The bill closes loopholes in vague language used by Section 215 for justifying mass surveillance sans warrant. For instance, while Section 215 originally stated that the government could collect telephone data if it was deemed “relevant” to an international terrorism, the bill cracks down on that broad language by limiting the types of criminal cases that are “relevant.” It also specifies how long data that’s been collected can be retained for and includes measures for more transparency around government data collection.
“The bill ends the authority for the NSA’s massive phone record program… It prohibits the warrantless collection of cell site location and GPS information as well as browsing history and internet search history, and ensures that the government cannot conduct collection for intelligence purposes that would violate the Fourth Amendment in the criminal context,” said Wyden in his introduction to the act.
I just introduced bipartisan legislation to formally end the NSA’s phone surveillance program and overhaul collection of Americans’ private records to protect constitutional rights. Liberty and security aren’t mutually exclusive.
— Ron Wyden (@RonWyden) January 23, 2020
Privacy advocates have argued Section 215 allows government agencies like the NSA to justify the collection of telephone data from U.S. citizens sans warrant – particularly after the 2013 Snowden leak revealed that the government had been collecting phone records of customers from phone companies, like Verizon.

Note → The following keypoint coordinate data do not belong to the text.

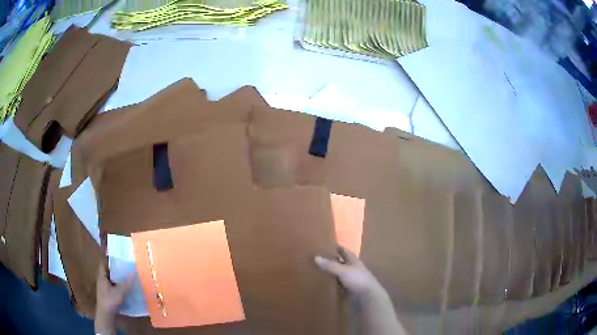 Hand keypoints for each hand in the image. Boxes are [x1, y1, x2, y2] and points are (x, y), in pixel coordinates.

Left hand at [95, 263, 132, 334]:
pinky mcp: (106, 295)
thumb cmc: (110, 301)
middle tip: (124, 268)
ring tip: (125, 278)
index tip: (117, 259)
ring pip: (109, 280)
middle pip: (107, 272)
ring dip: (116, 279)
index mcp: (102, 277)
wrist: (105, 314)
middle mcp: (101, 281)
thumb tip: (133, 273)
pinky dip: (116, 286)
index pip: (103, 264)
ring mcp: (103, 288)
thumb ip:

Section 215 was renewed temporarily by the Obama administration in 2015 under the U.S.A. Freedom Act, but its March 15, 2020 expiration date is fast approaching – opening a door to propose reforms during the process of its renewal.
For Section 215, Wyden and Daines’ bill specifically establishes a three-year limitation on retaining data that is not foreign intelligence or evidence of a crime, and limits the types of criminal cases in which Section 215 information can be used to only include counterterrorism and espionage. It also includes measures for increased transparency around the government’s usage of Section 215; for instance, introducing new public reporting requirements regarding the number of Americans whose information has been collected.
The bill also cracks down on the Foreign Intelligence Surveillance Court (FISA Court), a secretive court that oversees requests for surveillance warrants against foreign spies in the U.S., by expanding third-party, independent oversight of transcripts and documents used in the FISA Court.
On a related note, the bill mandates that the Inspector General to investigate “the use of First Amendment-protected activities as well as race, ethnicity, national origin and religious affiliation to support Section 215 applications,” and requires the government to justify gag orders (an order that a case may not be discussed in public) on companies that receive Section 215 orders.
“These are important steps toward protecting the civil liberties and Fourth Amendment rights of citizens,” Jack Mannino, CEO at nVisium, told Threatpost. “Intelligence agencies do important work, and it’s necessary for them to be able to do their jobs, while preserving legal and moral boundaries. States, such as California, have passed legislation to protect internet privacy, and other states are quickly moving in the same direction. Overreaching surveillance erodes trust in the systems we use and our expectation of privacy.”
Though the bill is being touted as bipartisan, it’s likely to face roadblocks in the coming year, particularly with Senate Majority Leader Mitch McConnell historically being a staunch defender of Section 215. However, privacy experts, such as Steve Durbin, managing director of the Information Security Forum, are applauding the bill.
“The bill addresses two issues of concern – the Fourth Amendment rights embedded in the Constitution and the increasing level of awareness of the need for protection of the privacy rights of the individual, a very 21st Century issue,” Durbin told Threatpost. “There must be a balance between handing powers to the authorities to protect its citizens whilst also ensuring the protection of the individual’s right to privacy. But what is the right balance and how do we achieve it? This debate has been ongoing for some time now and there is clearly a need to protect the rights of the individual around the collection, processing and storage of personal data.”